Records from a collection
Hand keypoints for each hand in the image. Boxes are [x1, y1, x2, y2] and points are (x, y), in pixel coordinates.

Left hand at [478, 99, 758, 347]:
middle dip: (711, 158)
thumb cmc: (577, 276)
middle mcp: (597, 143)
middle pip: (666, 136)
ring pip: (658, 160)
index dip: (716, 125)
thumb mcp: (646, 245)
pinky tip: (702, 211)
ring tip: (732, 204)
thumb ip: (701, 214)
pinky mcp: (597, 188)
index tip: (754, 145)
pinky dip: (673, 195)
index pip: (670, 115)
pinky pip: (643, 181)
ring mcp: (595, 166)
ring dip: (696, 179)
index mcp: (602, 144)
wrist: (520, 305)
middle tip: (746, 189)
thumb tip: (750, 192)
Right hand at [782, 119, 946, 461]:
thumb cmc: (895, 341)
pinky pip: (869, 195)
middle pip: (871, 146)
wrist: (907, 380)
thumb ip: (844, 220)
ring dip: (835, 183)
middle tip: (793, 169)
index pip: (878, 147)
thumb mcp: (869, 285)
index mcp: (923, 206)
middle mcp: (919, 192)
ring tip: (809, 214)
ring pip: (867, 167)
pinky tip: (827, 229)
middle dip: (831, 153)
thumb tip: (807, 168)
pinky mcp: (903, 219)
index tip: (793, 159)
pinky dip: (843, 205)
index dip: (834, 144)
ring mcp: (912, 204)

---

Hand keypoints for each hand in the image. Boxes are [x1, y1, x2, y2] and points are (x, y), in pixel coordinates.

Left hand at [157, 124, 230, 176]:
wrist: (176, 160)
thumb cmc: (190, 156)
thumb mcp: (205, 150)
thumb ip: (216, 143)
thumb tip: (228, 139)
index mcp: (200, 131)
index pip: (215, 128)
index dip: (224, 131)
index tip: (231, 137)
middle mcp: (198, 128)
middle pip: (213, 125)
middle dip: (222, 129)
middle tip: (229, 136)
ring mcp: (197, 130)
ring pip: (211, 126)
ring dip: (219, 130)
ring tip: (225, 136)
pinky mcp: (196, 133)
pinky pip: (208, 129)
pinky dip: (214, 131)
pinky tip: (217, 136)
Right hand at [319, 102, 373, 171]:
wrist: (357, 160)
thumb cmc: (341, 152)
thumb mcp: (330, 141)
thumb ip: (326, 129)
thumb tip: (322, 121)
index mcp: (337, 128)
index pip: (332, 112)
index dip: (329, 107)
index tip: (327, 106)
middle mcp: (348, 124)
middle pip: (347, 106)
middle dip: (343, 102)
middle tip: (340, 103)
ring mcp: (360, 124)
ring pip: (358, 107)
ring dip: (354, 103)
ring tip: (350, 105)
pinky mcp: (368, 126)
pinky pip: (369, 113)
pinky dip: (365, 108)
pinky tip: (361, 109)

**EXERCISE:** Please give back, exactly as it stands above, the stretch from the line with "thumb tip: (807, 168)" through the line with "ring mcp: (912, 204)", and no line outside it.

**RESULT:**
thumb tip: (807, 168)
pinky mcp: (903, 219)
index tip: (793, 159)
pinky dip: (843, 205)
index dip: (834, 144)
ring mcp: (912, 204)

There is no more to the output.